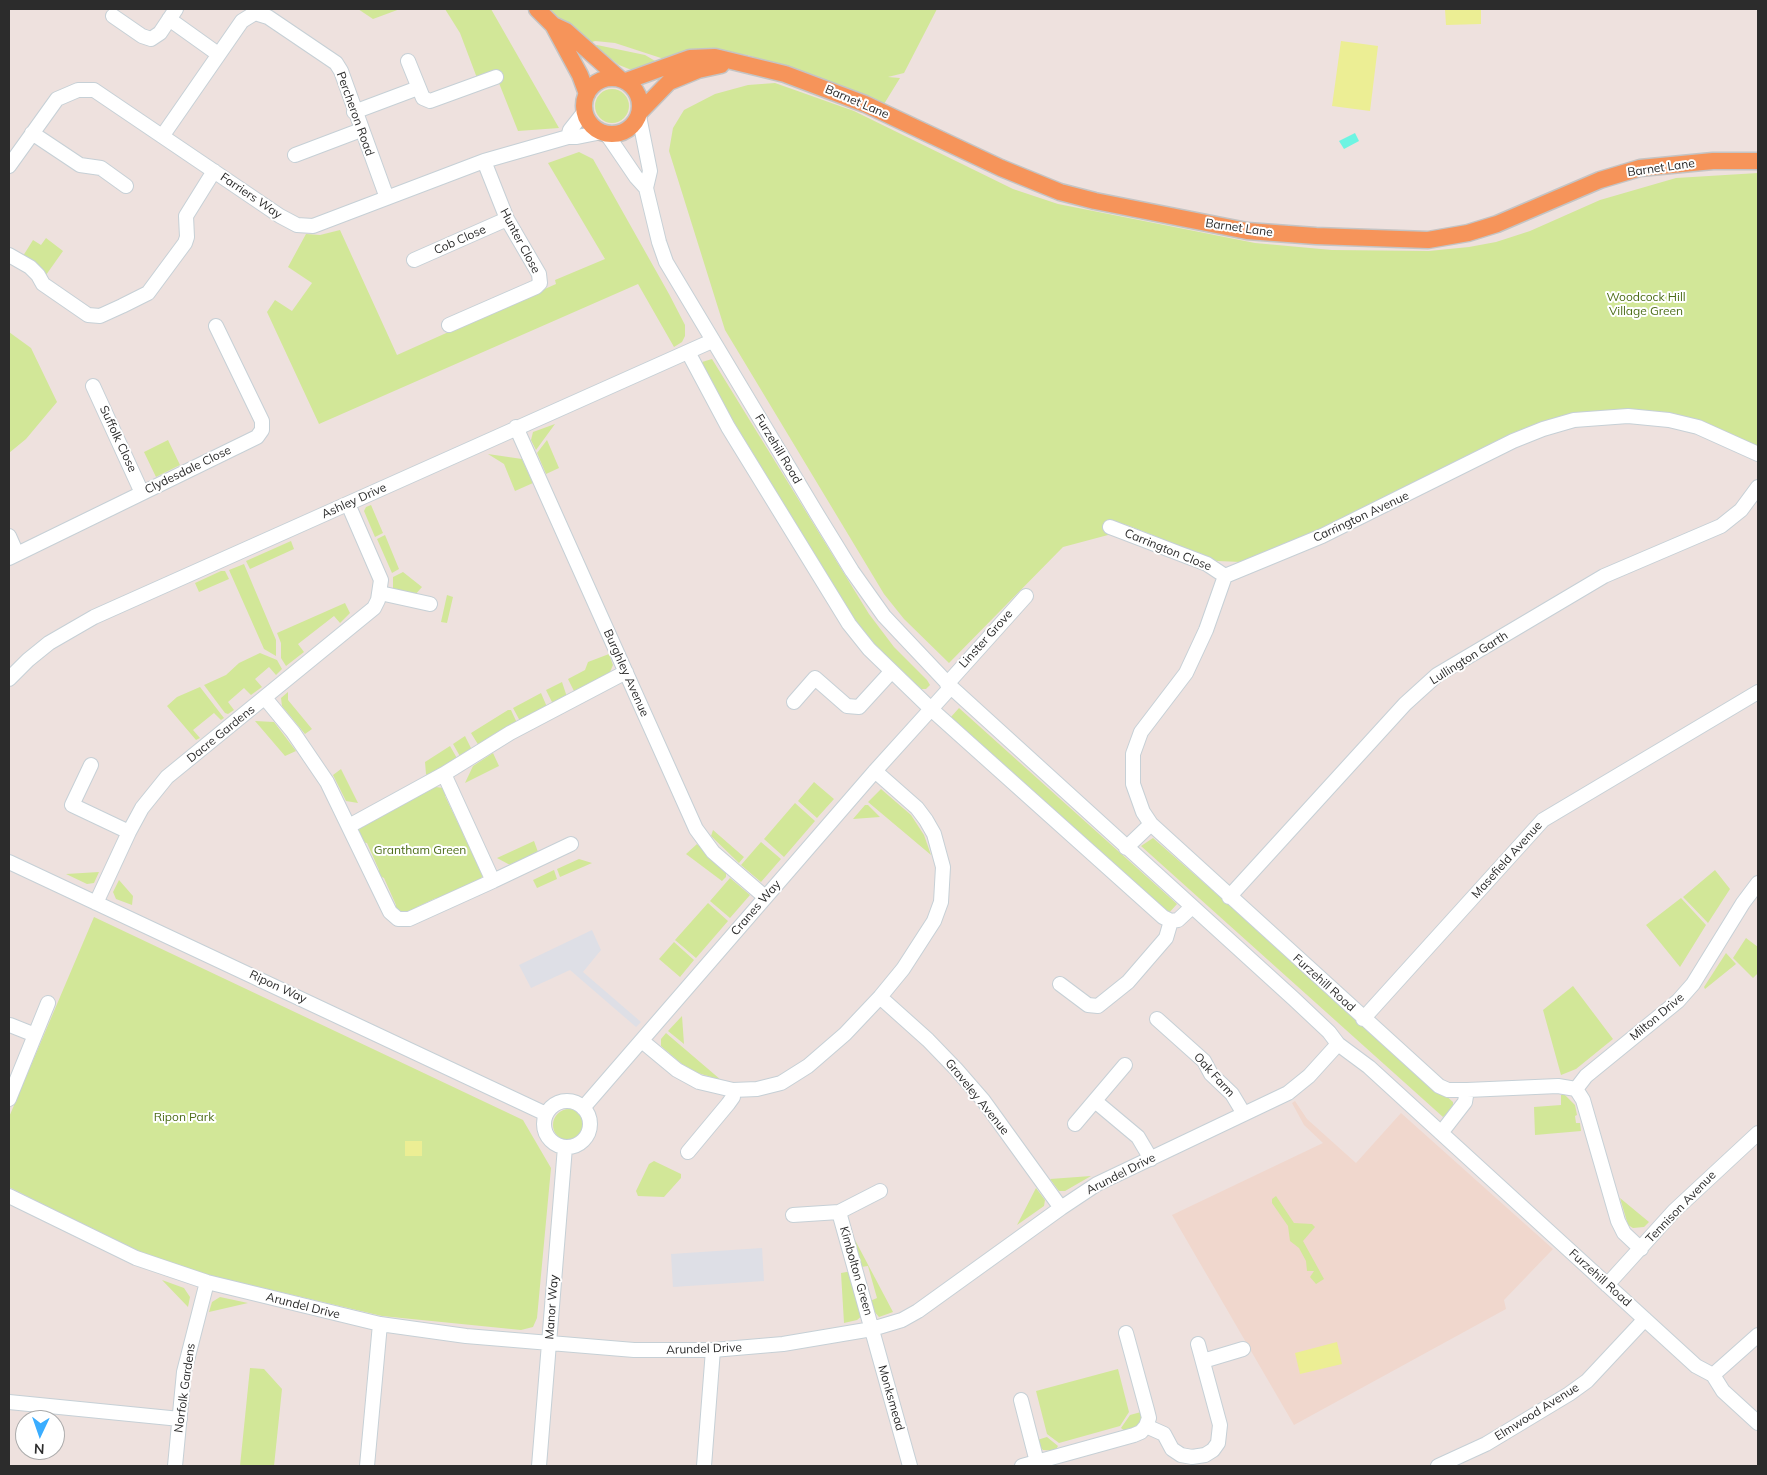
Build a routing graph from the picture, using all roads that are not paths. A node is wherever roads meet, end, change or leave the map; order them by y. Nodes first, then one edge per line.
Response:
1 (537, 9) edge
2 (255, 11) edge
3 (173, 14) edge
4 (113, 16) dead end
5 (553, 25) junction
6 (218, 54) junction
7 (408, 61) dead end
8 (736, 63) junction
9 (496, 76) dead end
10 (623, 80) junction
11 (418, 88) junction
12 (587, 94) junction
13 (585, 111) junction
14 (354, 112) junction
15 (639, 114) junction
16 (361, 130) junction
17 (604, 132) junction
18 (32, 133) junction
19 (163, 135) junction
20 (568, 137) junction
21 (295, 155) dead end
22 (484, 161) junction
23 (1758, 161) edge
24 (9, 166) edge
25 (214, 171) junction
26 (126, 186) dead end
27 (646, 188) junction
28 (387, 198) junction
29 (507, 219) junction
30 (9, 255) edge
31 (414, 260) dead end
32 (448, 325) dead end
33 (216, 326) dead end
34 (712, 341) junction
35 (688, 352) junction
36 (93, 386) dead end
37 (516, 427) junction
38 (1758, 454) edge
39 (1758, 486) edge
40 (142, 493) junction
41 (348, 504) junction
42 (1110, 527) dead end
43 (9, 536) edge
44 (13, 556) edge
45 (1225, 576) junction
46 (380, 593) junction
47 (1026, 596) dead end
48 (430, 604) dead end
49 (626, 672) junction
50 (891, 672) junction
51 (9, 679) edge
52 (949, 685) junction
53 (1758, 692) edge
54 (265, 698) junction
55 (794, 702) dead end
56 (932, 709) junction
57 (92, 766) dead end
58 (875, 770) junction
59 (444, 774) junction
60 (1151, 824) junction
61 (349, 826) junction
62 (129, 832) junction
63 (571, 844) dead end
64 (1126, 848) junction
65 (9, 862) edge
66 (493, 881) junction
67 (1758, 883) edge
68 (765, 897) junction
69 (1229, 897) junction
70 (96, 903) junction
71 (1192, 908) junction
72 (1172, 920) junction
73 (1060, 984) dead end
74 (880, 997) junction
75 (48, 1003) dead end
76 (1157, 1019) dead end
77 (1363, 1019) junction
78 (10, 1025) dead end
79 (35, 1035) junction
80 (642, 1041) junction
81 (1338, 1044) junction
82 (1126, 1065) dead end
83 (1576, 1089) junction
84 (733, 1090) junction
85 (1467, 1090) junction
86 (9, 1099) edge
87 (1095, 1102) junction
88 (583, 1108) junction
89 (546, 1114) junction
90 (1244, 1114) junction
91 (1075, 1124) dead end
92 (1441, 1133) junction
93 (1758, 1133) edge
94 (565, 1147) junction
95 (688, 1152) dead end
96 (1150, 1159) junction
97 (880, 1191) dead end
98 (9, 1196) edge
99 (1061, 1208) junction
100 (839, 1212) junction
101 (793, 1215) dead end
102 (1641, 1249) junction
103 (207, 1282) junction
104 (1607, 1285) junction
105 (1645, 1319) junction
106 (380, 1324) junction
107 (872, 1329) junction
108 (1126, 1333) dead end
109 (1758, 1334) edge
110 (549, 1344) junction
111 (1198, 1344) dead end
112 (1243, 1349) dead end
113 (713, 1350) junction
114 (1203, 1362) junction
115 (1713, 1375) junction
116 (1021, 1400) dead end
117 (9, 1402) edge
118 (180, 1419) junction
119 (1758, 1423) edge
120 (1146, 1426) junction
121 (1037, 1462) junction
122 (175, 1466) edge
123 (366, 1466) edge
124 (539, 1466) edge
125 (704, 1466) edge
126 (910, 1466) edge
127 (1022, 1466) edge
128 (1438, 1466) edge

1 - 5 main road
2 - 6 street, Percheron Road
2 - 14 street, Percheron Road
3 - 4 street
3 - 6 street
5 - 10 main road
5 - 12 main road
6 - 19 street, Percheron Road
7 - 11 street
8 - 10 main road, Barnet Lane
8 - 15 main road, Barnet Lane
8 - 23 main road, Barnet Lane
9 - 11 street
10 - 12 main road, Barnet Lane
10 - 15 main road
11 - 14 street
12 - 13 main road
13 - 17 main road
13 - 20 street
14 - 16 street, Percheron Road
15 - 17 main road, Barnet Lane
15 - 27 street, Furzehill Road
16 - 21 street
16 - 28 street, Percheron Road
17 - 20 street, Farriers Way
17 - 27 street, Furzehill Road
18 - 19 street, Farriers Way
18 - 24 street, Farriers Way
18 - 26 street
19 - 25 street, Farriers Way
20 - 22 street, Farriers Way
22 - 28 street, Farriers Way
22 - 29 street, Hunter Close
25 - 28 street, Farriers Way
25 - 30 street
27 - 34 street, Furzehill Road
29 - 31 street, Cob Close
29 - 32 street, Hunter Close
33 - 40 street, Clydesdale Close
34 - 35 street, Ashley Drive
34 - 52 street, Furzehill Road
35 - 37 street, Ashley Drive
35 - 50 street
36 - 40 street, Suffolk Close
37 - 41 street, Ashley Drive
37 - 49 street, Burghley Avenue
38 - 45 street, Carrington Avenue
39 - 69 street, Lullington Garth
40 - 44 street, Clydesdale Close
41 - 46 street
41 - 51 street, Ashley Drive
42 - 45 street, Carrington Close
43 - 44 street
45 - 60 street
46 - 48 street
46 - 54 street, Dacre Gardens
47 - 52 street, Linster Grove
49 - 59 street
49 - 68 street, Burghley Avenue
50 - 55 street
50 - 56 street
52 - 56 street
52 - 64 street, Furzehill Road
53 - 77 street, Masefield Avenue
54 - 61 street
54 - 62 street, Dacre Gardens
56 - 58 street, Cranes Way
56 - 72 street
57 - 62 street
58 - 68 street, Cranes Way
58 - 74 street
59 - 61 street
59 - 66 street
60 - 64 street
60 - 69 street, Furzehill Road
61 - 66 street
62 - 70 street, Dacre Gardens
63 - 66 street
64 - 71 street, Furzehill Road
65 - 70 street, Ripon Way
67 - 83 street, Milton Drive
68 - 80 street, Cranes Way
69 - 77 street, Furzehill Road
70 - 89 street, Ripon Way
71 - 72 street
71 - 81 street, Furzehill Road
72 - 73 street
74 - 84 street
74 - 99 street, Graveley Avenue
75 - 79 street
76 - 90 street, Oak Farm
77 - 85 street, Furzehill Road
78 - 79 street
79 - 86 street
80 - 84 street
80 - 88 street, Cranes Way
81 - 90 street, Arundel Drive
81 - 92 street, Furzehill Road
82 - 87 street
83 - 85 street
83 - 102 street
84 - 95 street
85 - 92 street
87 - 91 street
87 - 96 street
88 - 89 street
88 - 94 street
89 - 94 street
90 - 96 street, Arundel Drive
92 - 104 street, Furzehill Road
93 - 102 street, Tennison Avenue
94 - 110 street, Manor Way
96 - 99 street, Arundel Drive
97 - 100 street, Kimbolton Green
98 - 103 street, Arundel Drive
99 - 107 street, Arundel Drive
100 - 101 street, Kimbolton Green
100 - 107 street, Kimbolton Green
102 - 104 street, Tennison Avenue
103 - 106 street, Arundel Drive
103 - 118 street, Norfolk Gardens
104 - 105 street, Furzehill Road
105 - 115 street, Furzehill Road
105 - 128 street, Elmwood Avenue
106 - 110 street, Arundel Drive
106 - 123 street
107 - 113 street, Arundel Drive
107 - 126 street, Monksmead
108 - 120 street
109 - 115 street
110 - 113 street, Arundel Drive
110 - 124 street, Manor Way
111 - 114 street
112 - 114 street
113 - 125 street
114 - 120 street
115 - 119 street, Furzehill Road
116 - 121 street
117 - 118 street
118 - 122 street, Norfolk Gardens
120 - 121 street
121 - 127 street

··········

Task requirements » Output the full listing verbatim, but drop the images.

Written answer »
Build a routing graph from the picture, using all roads that are not paths. A node is wherever roads meet, end, change or leave the map; order them by y. Nodes first, then one edge per line.
Response:
1 (537, 9) edge
2 (255, 11) edge
3 (173, 14) edge
4 (113, 16) dead end
5 (553, 25) junction
6 (218, 54) junction
7 (408, 61) dead end
8 (736, 63) junction
9 (496, 76) dead end
10 (623, 80) junction
11 (418, 88) junction
12 (587, 94) junction
13 (585, 111) junction
14 (354, 112) junction
15 (639, 114) junction
16 (361, 130) junction
17 (604, 132) junction
18 (32, 133) junction
19 (163, 135) junction
20 (568, 137) junction
21 (295, 155) dead end
22 (484, 161) junction
23 (1758, 161) edge
24 (9, 166) edge
25 (214, 171) junction
26 (126, 186) dead end
27 (646, 188) junction
28 (387, 198) junction
29 (507, 219) junction
30 (9, 255) edge
31 (414, 260) dead end
32 (448, 325) dead end
33 (216, 326) dead end
34 (712, 341) junction
35 (688, 352) junction
36 (93, 386) dead end
37 (516, 427) junction
38 (1758, 454) edge
39 (1758, 486) edge
40 (142, 493) junction
41 (348, 504) junction
42 (1110, 527) dead end
43 (9, 536) edge
44 (13, 556) edge
45 (1225, 576) junction
46 (380, 593) junction
47 (1026, 596) dead end
48 (430, 604) dead end
49 (626, 672) junction
50 (891, 672) junction
51 (9, 679) edge
52 (949, 685) junction
53 (1758, 692) edge
54 (265, 698) junction
55 (794, 702) dead end
56 (932, 709) junction
57 (92, 766) dead end
58 (875, 770) junction
59 (444, 774) junction
60 (1151, 824) junction
61 (349, 826) junction
62 (129, 832) junction
63 (571, 844) dead end
64 (1126, 848) junction
65 (9, 862) edge
66 (493, 881) junction
67 (1758, 883) edge
68 (765, 897) junction
69 (1229, 897) junction
70 (96, 903) junction
71 (1192, 908) junction
72 (1172, 920) junction
73 (1060, 984) dead end
74 (880, 997) junction
75 (48, 1003) dead end
76 (1157, 1019) dead end
77 (1363, 1019) junction
78 (10, 1025) dead end
79 (35, 1035) junction
80 (642, 1041) junction
81 (1338, 1044) junction
82 (1126, 1065) dead end
83 (1576, 1089) junction
84 (733, 1090) junction
85 (1467, 1090) junction
86 (9, 1099) edge
87 (1095, 1102) junction
88 (583, 1108) junction
89 (546, 1114) junction
90 (1244, 1114) junction
91 (1075, 1124) dead end
92 (1441, 1133) junction
93 (1758, 1133) edge
94 (565, 1147) junction
95 (688, 1152) dead end
96 (1150, 1159) junction
97 (880, 1191) dead end
98 (9, 1196) edge
99 (1061, 1208) junction
100 (839, 1212) junction
101 (793, 1215) dead end
102 (1641, 1249) junction
103 (207, 1282) junction
104 (1607, 1285) junction
105 (1645, 1319) junction
106 (380, 1324) junction
107 (872, 1329) junction
108 (1126, 1333) dead end
109 (1758, 1334) edge
110 (549, 1344) junction
111 (1198, 1344) dead end
112 (1243, 1349) dead end
113 (713, 1350) junction
114 (1203, 1362) junction
115 (1713, 1375) junction
116 (1021, 1400) dead end
117 (9, 1402) edge
118 (180, 1419) junction
119 (1758, 1423) edge
120 (1146, 1426) junction
121 (1037, 1462) junction
122 (175, 1466) edge
123 (366, 1466) edge
124 (539, 1466) edge
125 (704, 1466) edge
126 (910, 1466) edge
127 (1022, 1466) edge
128 (1438, 1466) edge

1 - 5 main road
2 - 6 street, Percheron Road
2 - 14 street, Percheron Road
3 - 4 street
3 - 6 street
5 - 10 main road
5 - 12 main road
6 - 19 street, Percheron Road
7 - 11 street
8 - 10 main road, Barnet Lane
8 - 15 main road, Barnet Lane
8 - 23 main road, Barnet Lane
9 - 11 street
10 - 12 main road, Barnet Lane
10 - 15 main road
11 - 14 street
12 - 13 main road
13 - 17 main road
13 - 20 street
14 - 16 street, Percheron Road
15 - 17 main road, Barnet Lane
15 - 27 street, Furzehill Road
16 - 21 street
16 - 28 street, Percheron Road
17 - 20 street, Farriers Way
17 - 27 street, Furzehill Road
18 - 19 street, Farriers Way
18 - 24 street, Farriers Way
18 - 26 street
19 - 25 street, Farriers Way
20 - 22 street, Farriers Way
22 - 28 street, Farriers Way
22 - 29 street, Hunter Close
25 - 28 street, Farriers Way
25 - 30 street
27 - 34 street, Furzehill Road
29 - 31 street, Cob Close
29 - 32 street, Hunter Close
33 - 40 street, Clydesdale Close
34 - 35 street, Ashley Drive
34 - 52 street, Furzehill Road
35 - 37 street, Ashley Drive
35 - 50 street
36 - 40 street, Suffolk Close
37 - 41 street, Ashley Drive
37 - 49 street, Burghley Avenue
38 - 45 street, Carrington Avenue
39 - 69 street, Lullington Garth
40 - 44 street, Clydesdale Close
41 - 46 street
41 - 51 street, Ashley Drive
42 - 45 street, Carrington Close
43 - 44 street
45 - 60 street
46 - 48 street
46 - 54 street, Dacre Gardens
47 - 52 street, Linster Grove
49 - 59 street
49 - 68 street, Burghley Avenue
50 - 55 street
50 - 56 street
52 - 56 street
52 - 64 street, Furzehill Road
53 - 77 street, Masefield Avenue
54 - 61 street
54 - 62 street, Dacre Gardens
56 - 58 street, Cranes Way
56 - 72 street
57 - 62 street
58 - 68 street, Cranes Way
58 - 74 street
59 - 61 street
59 - 66 street
60 - 64 street
60 - 69 street, Furzehill Road
61 - 66 street
62 - 70 street, Dacre Gardens
63 - 66 street
64 - 71 street, Furzehill Road
65 - 70 street, Ripon Way
67 - 83 street, Milton Drive
68 - 80 street, Cranes Way
69 - 77 street, Furzehill Road
70 - 89 street, Ripon Way
71 - 72 street
71 - 81 street, Furzehill Road
72 - 73 street
74 - 84 street
74 - 99 street, Graveley Avenue
75 - 79 street
76 - 90 street, Oak Farm
77 - 85 street, Furzehill Road
78 - 79 street
79 - 86 street
80 - 84 street
80 - 88 street, Cranes Way
81 - 90 street, Arundel Drive
81 - 92 street, Furzehill Road
82 - 87 street
83 - 85 street
83 - 102 street
84 - 95 street
85 - 92 street
87 - 91 street
87 - 96 street
88 - 89 street
88 - 94 street
89 - 94 street
90 - 96 street, Arundel Drive
92 - 104 street, Furzehill Road
93 - 102 street, Tennison Avenue
94 - 110 street, Manor Way
96 - 99 street, Arundel Drive
97 - 100 street, Kimbolton Green
98 - 103 street, Arundel Drive
99 - 107 street, Arundel Drive
100 - 101 street, Kimbolton Green
100 - 107 street, Kimbolton Green
102 - 104 street, Tennison Avenue
103 - 106 street, Arundel Drive
103 - 118 street, Norfolk Gardens
104 - 105 street, Furzehill Road
105 - 115 street, Furzehill Road
105 - 128 street, Elmwood Avenue
106 - 110 street, Arundel Drive
106 - 123 street
107 - 113 street, Arundel Drive
107 - 126 street, Monksmead
108 - 120 street
109 - 115 street
110 - 113 street, Arundel Drive
110 - 124 street, Manor Way
111 - 114 street
112 - 114 street
113 - 125 street
114 - 120 street
115 - 119 street, Furzehill Road
116 - 121 street
117 - 118 street
118 - 122 street, Norfolk Gardens
120 - 121 street
121 - 127 street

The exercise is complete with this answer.